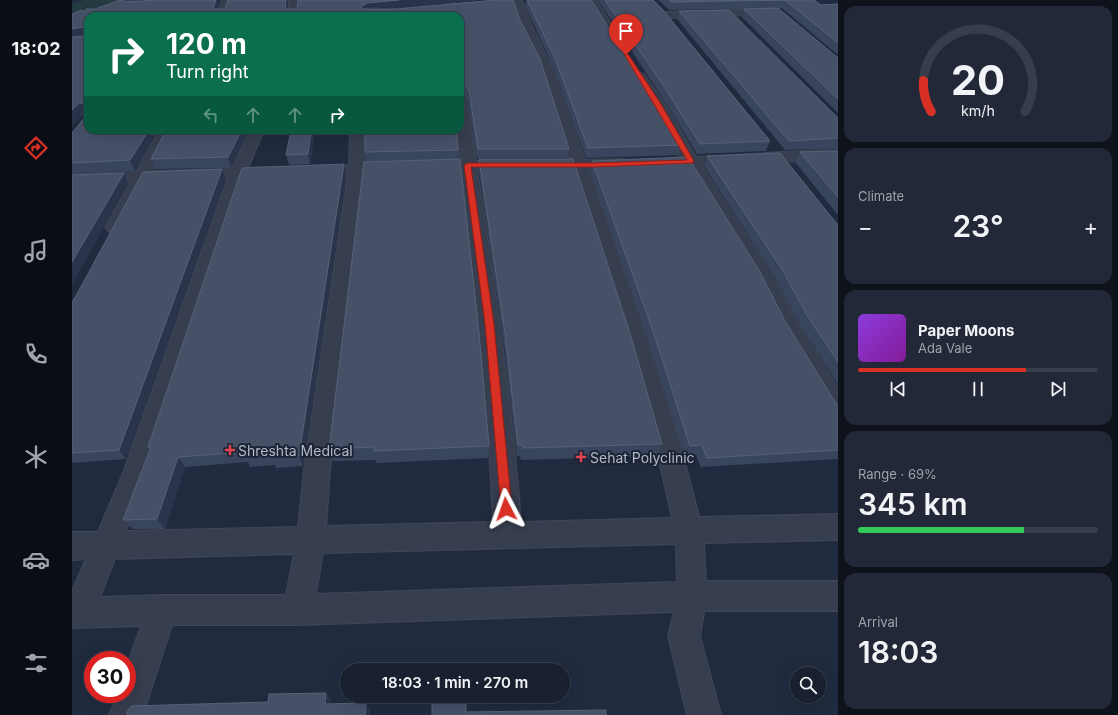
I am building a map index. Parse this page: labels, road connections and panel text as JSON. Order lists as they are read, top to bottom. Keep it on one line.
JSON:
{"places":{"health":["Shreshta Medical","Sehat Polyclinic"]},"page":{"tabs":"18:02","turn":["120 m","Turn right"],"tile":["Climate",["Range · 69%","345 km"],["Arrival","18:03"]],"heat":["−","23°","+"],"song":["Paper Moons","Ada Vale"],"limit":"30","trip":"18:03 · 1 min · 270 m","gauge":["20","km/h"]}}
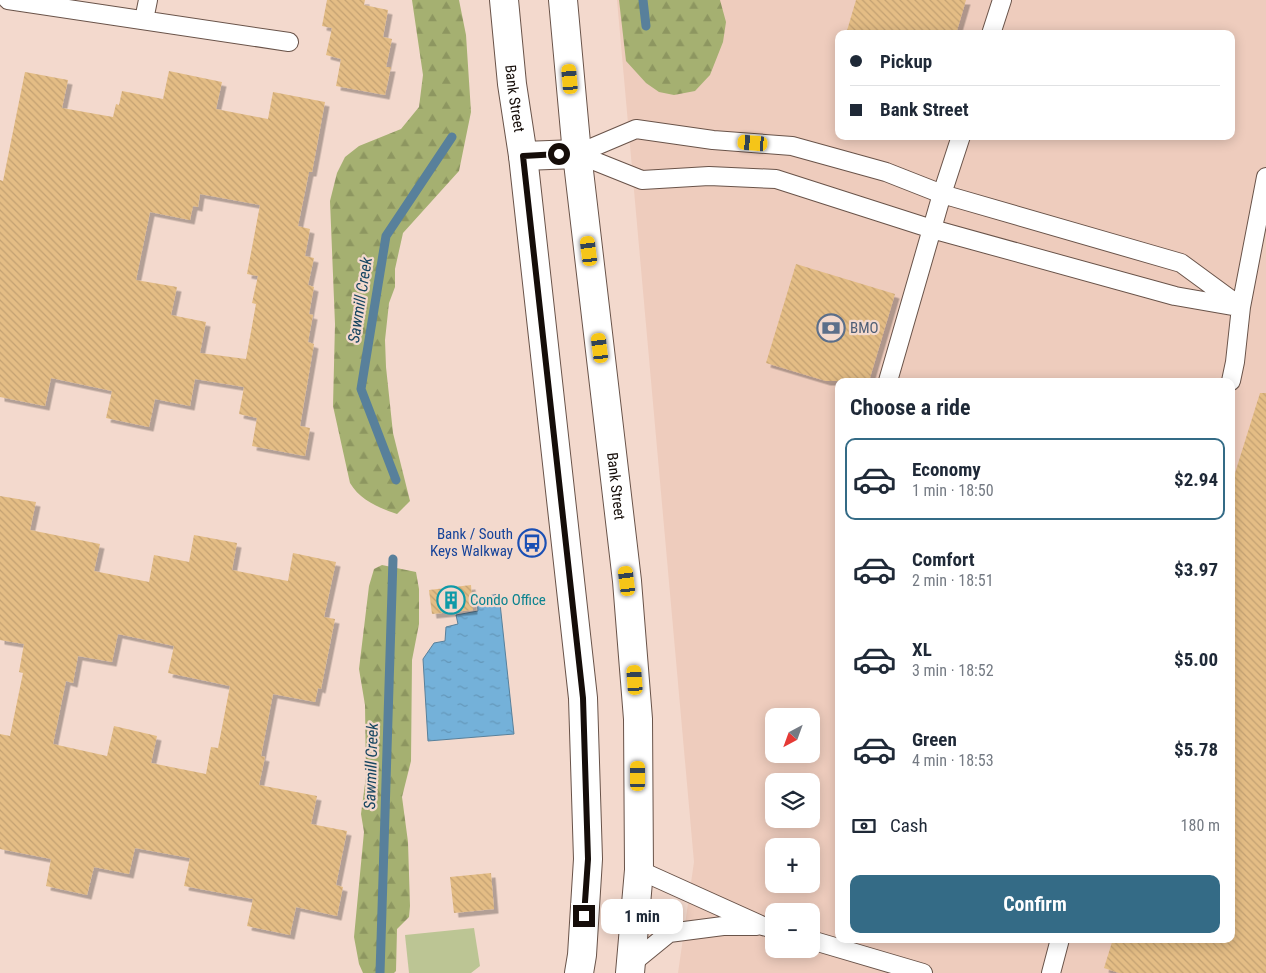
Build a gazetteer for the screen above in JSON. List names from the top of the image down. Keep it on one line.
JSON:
====
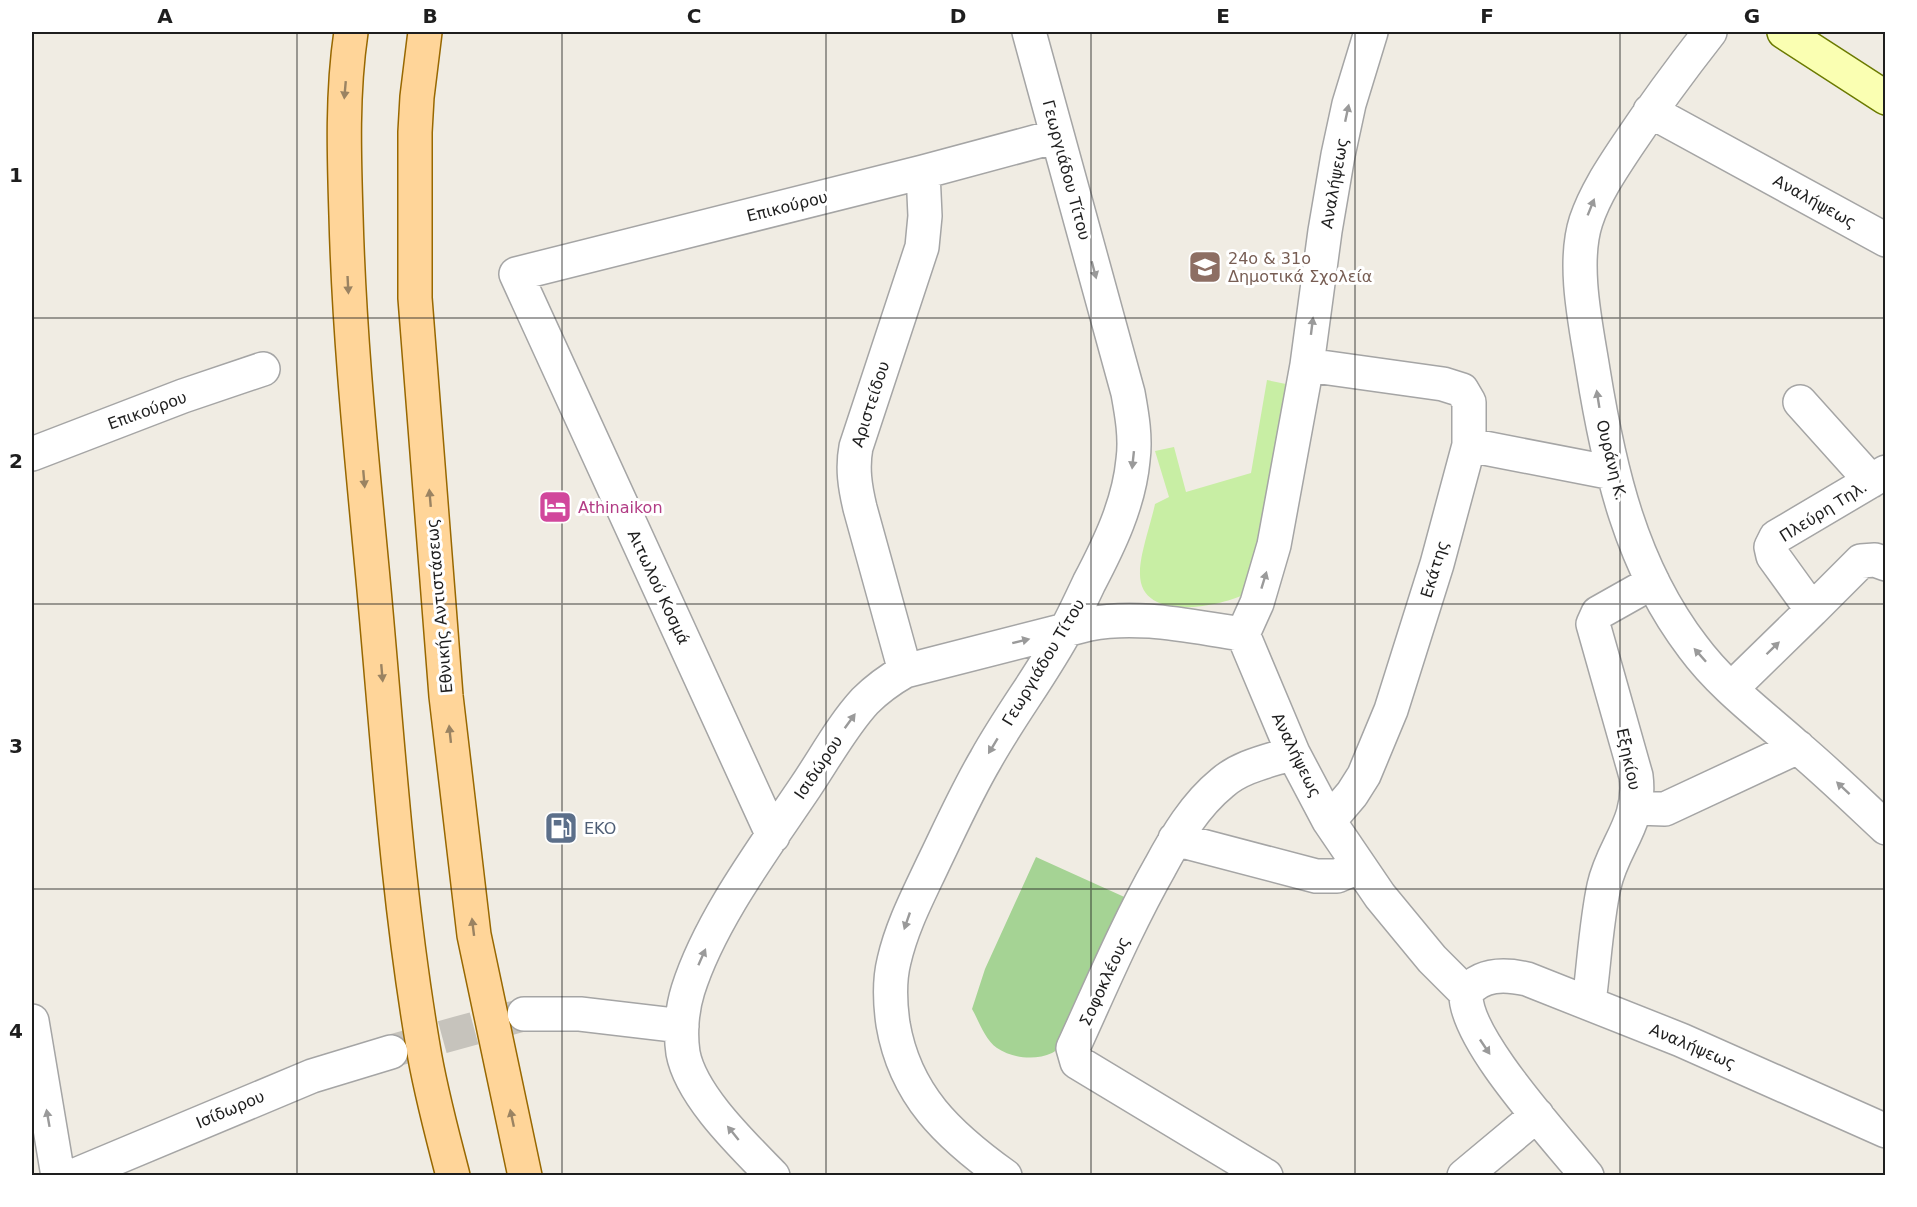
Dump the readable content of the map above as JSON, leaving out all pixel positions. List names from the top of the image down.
====
Lines of the listing above that contain the word "from" should all be returned.

Build a gazetteer for the screen above in JSON. List names from the top of the image down. Keep it on one line.
Dump the readable content of the map above as JSON, leaving out all pixel positions. List names from the top of the image down.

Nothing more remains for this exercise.